AI/ML Engineer (Neurosymbolic Systems)
We seek an innovative AI/ML Engineer (Neurosymbolic Systems) to join our team to work on pioneering hybrid systems that merge transformer-based deep learning with symbolic reasoning. This role focuses on advancing text/image analysis through architectures that combine neural pattern recognition with rule-based logic, improving accuracy and interpretability in real-world applications.
Role Description
- Contribute to the design of neurosymbolic architectures that integrate transformer/CNN models with symbolic reasoning engines (e.g., knowledge graphs, logic programming, planning engines).
- Implement RAG pipelines using vector/vector-infused databases for context-aware retrieval.
- Optimize transformer models via LoRA and deep fine-tuning for domain-specific tasks while maintaining computational efficiency.
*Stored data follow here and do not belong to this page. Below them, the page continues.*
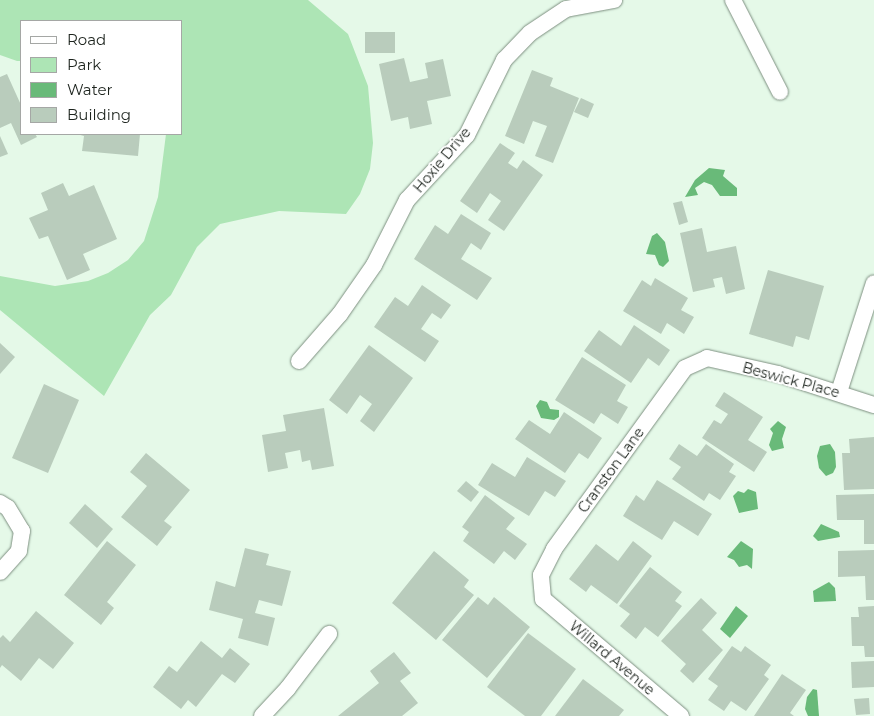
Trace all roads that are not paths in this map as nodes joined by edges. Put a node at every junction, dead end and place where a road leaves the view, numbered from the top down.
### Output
1 (614, 0) edge
2 (734, 0) edge
3 (565, 5) edge
4 (780, 92) dead end
5 (874, 283) edge
6 (707, 358) joint
7 (299, 361) dead end
8 (839, 392) junction
9 (874, 405) edge
10 (0, 503) edge
11 (0, 572) edge
12 (543, 599) joint
13 (329, 634) dead end
14 (262, 716) edge
15 (681, 716) edge

1 - 3 street, Hoxie Drive
2 - 4 street
3 - 7 street, Hoxie Drive
5 - 8 street
6 - 8 street, Beswick Place
6 - 12 street, Cranston Lane
8 - 9 street, Beswick Place
10 - 11 street
12 - 15 street, Willard Avenue
13 - 14 street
- Develop novel methods to convert neural network outputs into symbolic representations for logical inference and vice versa.
- Evaluate system performance using metrics for accuracy, robustness, and explainability, with adversarial testing to identify edge cases.
- Collaborate on multimodal systems that process text/image/other inputs jointly, leveraging transformer attention mechanisms and symbolic rule engines.
In this position you will build, maintain, and extend bespoke customer-facing systems as well as contribute to our base product platforms. Most of the projects assigned to you are going to require an end-to-end approach; from customer communication, data understanding and data preparation to building functioning and scalable code and AI/ML models and algorithms.
You will problem-solve. Every new system we build is an unexplored territory and a hard nut to crack. Do whatever is necessary to find the best solution for the customer. Do not expect to have high-quality data available, be ready to question everything and build your own way towards the end goal.
Typical Tasks in the Role
- Analyze both structured and unstructured data including images and diagrams creating intermediate structures with utility for comparison, analysis, and question-answering.
- Create customer solutions, from data gathering to display; constructing hybrid AI/ML processing pipelines.
- Deploy, test, validate, and maintain AI / ML models and solutions according to business goals and customer needs.
- Evaluate performance, develop hypotheses for improvement, implement those improvements, and re-evaluate. Rinse-repeat.
- Improve and broaden current ML frameworks and libraries.
Required Qualifications
- Proficiency in PyTorch/TensorFlow and symbolic AI tools.
- Hands-on experience with transformer architectures (e.g., BERT, GPT, LlaMA, ViT, Gemma, etc.) and convolutional networks for multimodal tasks.
- Strong foundation in classic AI/ML: Bayesian networks, graph algorithms, and optimization techniques.
- Experience in MLOps (building and deploying machine learning models in production).
- Experience working with data ingestion and cleaning tools.
- Expertise in model evaluation, including A/B testing, metric design, and bias mitigation strategies.
- Fluency in Python, with experience deploying hybrid AI systems via Docker/Kubernetes.
- Master's or PhD degree in math, computer science, statistics or a related field.
Nice to Have
- Familiarity with neuro-symbolic integration patterns (sequential, parallel, or embedded architectures).
- Experience with automated reasoning frameworks (e.g., IBM’s Project Debater techniques).
- Experience with distributed computing environments and tools.
- Experience with automated system deployment and orchestration for learning (e.g., dstack).
- Publications or projects demonstrating hybrid AI systems for real-world tasks.